Do you know what the true obstacle to unity is in the church?
For many years there have been people who said the real obstacle to unity is doctrine. We’ve got so many doctrines. There’s such a long list of doctrines that we can’t be unified, because we’ve got all these doctrinal differences. If we just got rid of doctrine, we’d have unity.
That’s not what Paul says. You know what the real obstacle to unity in the church is? It’s not legitimate differences of opinion. You can live in unity with someone with a legitimate difference of opinion. The true obstacle to unity in the Christian life is self-centeredness, selfishness, me-first. And Paul is out to blow that apart in this passage.
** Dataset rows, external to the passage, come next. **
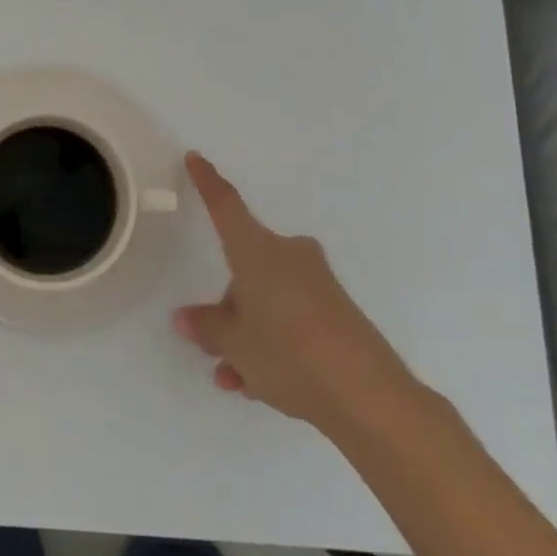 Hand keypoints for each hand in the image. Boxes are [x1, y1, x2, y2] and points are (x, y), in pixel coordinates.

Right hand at [173, 152, 420, 438]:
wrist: (370, 398)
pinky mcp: (337, 312)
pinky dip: (273, 344)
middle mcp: (288, 256)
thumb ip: (207, 327)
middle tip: (214, 343)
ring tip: (234, 378)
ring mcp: (316, 284)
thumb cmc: (289, 354)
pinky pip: (290, 318)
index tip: (196, 157)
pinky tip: (260, 386)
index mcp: (258, 252)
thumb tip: (187, 318)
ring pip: (266, 299)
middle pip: (245, 268)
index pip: (226, 207)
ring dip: (247, 333)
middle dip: (227, 305)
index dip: (207, 182)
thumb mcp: (235, 344)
He’s first called us to unity; he’s told us that humility is going to be absolutely essential to unity; and now he tells us about a third thing: helpfulness, mutuality. He’s saying that one of the first principles of the Christian life is that we are here on this planet to serve one another and in order to serve and help one another, we have to submit ourselves to one another.
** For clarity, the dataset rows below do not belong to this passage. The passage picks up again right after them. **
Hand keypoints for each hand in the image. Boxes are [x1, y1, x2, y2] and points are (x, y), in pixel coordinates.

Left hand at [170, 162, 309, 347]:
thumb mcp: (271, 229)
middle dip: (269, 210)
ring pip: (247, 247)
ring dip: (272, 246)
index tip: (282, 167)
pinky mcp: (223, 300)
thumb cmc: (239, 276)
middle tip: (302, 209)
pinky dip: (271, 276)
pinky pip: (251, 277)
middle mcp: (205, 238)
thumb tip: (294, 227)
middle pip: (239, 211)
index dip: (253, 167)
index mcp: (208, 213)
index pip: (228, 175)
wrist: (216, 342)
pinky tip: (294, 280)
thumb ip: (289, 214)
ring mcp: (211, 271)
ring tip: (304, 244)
And so there are five things that we can learn from the Apostle Paul about helping one another from this passage we’ve just studied, and the first thing is this:
First, we are to have built into our very outlook an orientation to the Church.
Paul’s concerns for unity, humility, and helpfulness are all congregationally focused. We live in a self-centered world, sociologically and by philosophy. There is stuff that tempts us to self-centeredness that we don’t even realize is tempting us to self-centeredness. But Paul says, ‘Thing Number 1 is this: the world is not centered around you. God’s world, God’s plan for your life, God’s blessings on your life, and the deepest desires of your life are experienced congregationally, so that the center of the universe is not you. It’s the whole people of God.’
Secondly, we are to have the well-being of others and the whole congregation as a part of our basic outlook.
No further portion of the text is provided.